More than two thirds of the UK’s financial firms believe that London will retain its status as one of the world’s leading financial centres after Brexit.
When Britain completed its exit from the EU in December last year, it divorced from its biggest single export customer, casting doubts over its status as a leading global financial hub.
But city firms were bullish about the future of their business in the UK, according to an annual sentiment survey of more than 100 banks, asset managers and insurers conducted by Lloyds Bank.
Just under a third (32 per cent) said they believed the competitiveness of their own sector would improve over the next year – almost double the 17 per cent of firms who thought it would worsen.
Changes in the regulation that governs the sector post-Brexit was the main sticking point for City firms: almost half (48 per cent) of the firms that believed the UK’s competitiveness would improve in the next year cited regulation diverging from the EU model as the key factor.

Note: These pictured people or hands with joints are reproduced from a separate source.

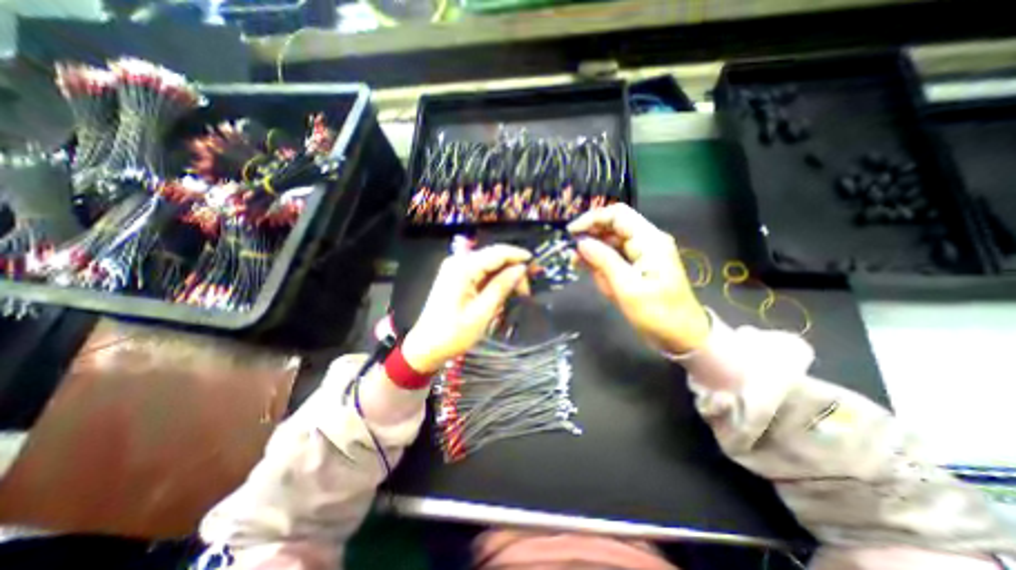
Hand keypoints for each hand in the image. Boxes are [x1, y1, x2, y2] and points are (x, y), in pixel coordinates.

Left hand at [398, 246, 531, 373]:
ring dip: (505, 278)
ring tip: (515, 296)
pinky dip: (494, 282)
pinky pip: (481, 273)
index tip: (537, 266)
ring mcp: (456, 268)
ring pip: (490, 265)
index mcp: (463, 268)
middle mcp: (459, 262)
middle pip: (494, 257)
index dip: (519, 256)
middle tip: (525, 292)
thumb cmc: (453, 333)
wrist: (426, 346)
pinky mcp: (456, 277)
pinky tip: (501, 296)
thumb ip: (502, 286)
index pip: (497, 252)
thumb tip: (521, 268)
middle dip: (513, 270)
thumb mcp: (482, 312)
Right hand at [568, 204, 708, 354]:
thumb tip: (581, 242)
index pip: (618, 215)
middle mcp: (646, 242)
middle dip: (591, 238)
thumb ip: (604, 261)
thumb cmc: (657, 314)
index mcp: (649, 241)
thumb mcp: (627, 288)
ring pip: (611, 243)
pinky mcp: (638, 267)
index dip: (592, 219)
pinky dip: (601, 264)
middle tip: (572, 255)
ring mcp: (642, 254)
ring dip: (594, 254)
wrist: (682, 337)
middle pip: (613, 227)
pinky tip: (592, 273)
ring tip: (579, 267)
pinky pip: (615, 258)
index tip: (571, 233)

But at the other end of the spectrum, three quarters (78 per cent) of the firms that were more pessimistic about the UK’s competitiveness cited regulation as a commanding factor.
“This year’s survey emphasises the belief in London as a global centre for trade and finance as firms anticipate and adapt to the new regulatory environment,” said Adrian Walkling, head of financial services at Lloyds Bank Commercial Banking.
Compared to the same time last year, the firms surveyed by Lloyds were significantly more confident about the growth of the British economy and the UK financial sector’s prospects.
The vast majority (88 per cent) expected British economic growth to improve over the next year, up from just a fifth (20 per cent) in 2020, while 32 per cent believed the UK will achieve stronger growth than other G7 nations, up from just 7 per cent last year.
And when it comes to the UK financial services sector, just over half (55 per cent) expected growth to improve over the next year, up significantly from 13 per cent last year. This confidence spread to individual business outlook, as 65 per cent expected their revenues to rise compared to 31 per cent in 2020.
It comes just a week after the Square Mile’s most influential lobbying body, TheCityUK, warned that London is at risk of losing its status as a global financial powerhouse within five years, and set out international strategy proposals to help return the UK to having the “world’s leading financial centre”.
A vastly changing international economic landscape is chief amongst the reasons that the UK has seen a decline relative to its global competitors such as New York and Hong Kong over the past decade, according to TheCityUK.
Despite the UK’s growing size and volume of many market segments, it has paled in significance compared to the rapid growth of new financial centres in Asia and continued growth in the US.
“Europe is littered with cities that were once the leading international centre of their day,” Miles Celic, chief executive of TheCityUK, who called for the government to do more so that the London avoids the same fate.
“The last decade has been one of growth for our industry, yet global competitors have grown faster.”